■ Task goal ■
Would you please write out the records below exactly as they appear?

■ Material to process ■
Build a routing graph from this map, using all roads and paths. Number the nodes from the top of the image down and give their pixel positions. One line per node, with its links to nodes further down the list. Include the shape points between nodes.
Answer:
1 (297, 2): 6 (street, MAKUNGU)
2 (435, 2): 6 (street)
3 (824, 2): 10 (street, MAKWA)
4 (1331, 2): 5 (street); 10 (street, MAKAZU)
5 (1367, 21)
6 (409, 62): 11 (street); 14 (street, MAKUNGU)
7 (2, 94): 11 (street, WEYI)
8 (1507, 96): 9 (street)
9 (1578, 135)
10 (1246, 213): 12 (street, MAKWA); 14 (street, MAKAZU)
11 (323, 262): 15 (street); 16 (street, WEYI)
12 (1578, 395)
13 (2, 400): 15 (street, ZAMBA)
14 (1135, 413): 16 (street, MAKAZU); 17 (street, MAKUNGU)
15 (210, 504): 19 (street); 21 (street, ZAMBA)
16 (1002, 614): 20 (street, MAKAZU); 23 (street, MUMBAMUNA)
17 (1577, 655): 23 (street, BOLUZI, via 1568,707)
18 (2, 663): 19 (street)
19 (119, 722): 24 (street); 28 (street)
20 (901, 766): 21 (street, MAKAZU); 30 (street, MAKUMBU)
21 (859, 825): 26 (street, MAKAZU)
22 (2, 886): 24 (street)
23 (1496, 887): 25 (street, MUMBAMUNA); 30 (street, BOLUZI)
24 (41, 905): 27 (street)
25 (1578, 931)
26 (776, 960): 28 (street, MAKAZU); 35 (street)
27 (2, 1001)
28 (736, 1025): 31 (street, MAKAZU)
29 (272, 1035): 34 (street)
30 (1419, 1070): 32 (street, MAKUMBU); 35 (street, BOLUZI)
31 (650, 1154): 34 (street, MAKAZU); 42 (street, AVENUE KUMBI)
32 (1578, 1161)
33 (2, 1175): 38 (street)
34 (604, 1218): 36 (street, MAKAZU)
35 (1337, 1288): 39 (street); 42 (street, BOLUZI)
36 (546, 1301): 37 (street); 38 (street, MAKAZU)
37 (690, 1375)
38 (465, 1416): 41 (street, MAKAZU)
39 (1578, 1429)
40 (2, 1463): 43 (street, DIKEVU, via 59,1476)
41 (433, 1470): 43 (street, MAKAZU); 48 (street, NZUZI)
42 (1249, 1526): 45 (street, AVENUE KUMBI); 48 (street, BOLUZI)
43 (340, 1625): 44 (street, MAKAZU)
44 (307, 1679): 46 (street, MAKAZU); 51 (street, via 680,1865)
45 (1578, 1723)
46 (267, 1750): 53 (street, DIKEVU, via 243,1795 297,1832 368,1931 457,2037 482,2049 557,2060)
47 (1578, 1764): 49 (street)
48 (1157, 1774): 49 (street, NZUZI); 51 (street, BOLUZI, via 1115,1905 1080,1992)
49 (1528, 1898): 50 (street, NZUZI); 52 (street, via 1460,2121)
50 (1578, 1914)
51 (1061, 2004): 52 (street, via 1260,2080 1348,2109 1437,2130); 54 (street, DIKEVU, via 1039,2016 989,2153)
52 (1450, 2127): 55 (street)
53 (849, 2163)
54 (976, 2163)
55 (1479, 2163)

■ Completed exercise ■
Build a routing graph from this map, using all roads and paths. Number the nodes from the top of the image down and give their pixel positions. One line per node, with its links to nodes further down the list. Include the shape points between nodes.
Answer:
1 (297, 2): 6 (street, MAKUNGU)
2 (435, 2): 6 (street)
3 (824, 2): 10 (street, MAKWA)
4 (1331, 2): 5 (street); 10 (street, MAKAZU)
5 (1367, 21)
6 (409, 62): 11 (street); 14 (street, MAKUNGU)
7 (2, 94): 11 (street, WEYI)
8 (1507, 96): 9 (street)
9 (1578, 135)
10 (1246, 213): 12 (street, MAKWA); 14 (street, MAKAZU)
11 (323, 262): 15 (street); 16 (street, WEYI)
12 (1578, 395)
13 (2, 400): 15 (street, ZAMBA)
14 (1135, 413): 16 (street, MAKAZU); 17 (street, MAKUNGU)
15 (210, 504): 19 (street); 21 (street, ZAMBA)
16 (1002, 614): 20 (street, MAKAZU); 23 (street, MUMBAMUNA)
17 (1577, 655): 23 (street, BOLUZI, via 1568,707)
18 (2, 663): 19 (street)
19 (119, 722): 24 (street); 28 (street)
20 (901, 766): 21 (street, MAKAZU); 30 (street, MAKUMBU)
21 (859, 825): 26 (street, MAKAZU)
22 (2, 886): 24 (street)
23 (1496, 887): 25 (street, MUMBAMUNA); 30 (street, BOLUZI)
24 (41, 905): 27 (street)
25 (1578, 931)
26 (776, 960): 28 (street, MAKAZU); 35 (street)
27 (2, 1001)
28 (736, 1025): 31 (street, MAKAZU)
29 (272, 1035): 34 (street)
30 (1419, 1070): 32 (street, MAKUMBU); 35 (street, BOLUZI)
31 (650, 1154): 34 (street, MAKAZU); 42 (street, AVENUE KUMBI)
32 (1578, 1161)
33 (2, 1175): 38 (street)
34 (604, 1218): 36 (street, MAKAZU)
35 (1337, 1288): 39 (street); 42 (street, BOLUZI)
36 (546, 1301): 37 (street); 38 (street, MAKAZU)
37 (690, 1375)
38 (465, 1416): 41 (street, MAKAZU)
39 (1578, 1429)
40 (2, 1463): 43 (street, DIKEVU, via 59,1476)
41 (433, 1470): 43 (street, MAKAZU); 48 (street, NZUZI)
42 (1249, 1526): 45 (street, AVENUE KUMBI); 48 (street, BOLUZI)
43 (340, 1625): 44 (street, MAKAZU)
44 (307, 1679): 46 (street, MAKAZU); 51 (street, via 680,1865)
45 (1578, 1723)
46 (267, 1750): 53 (street, DIKEVU, via 243,1795 297,1832 368,1931 457,2037 482,2049 557,2060)
47 (1578, 1764): 49 (street)
48 (1157, 1774): 49 (street, NZUZI); 51 (street, BOLUZI, via 1115,1905 1080,1992)
49 (1528, 1898): 50 (street, NZUZI); 52 (street, via 1460,2121)
50 (1578, 1914)
51 (1061, 2004): 52 (street, via 1260,2080 1348,2109 1437,2130); 54 (street, DIKEVU, via 1039,2016 989,2153)
52 (1450, 2127): 55 (street)
53 (849, 2163)
54 (976, 2163)
55 (1479, 2163)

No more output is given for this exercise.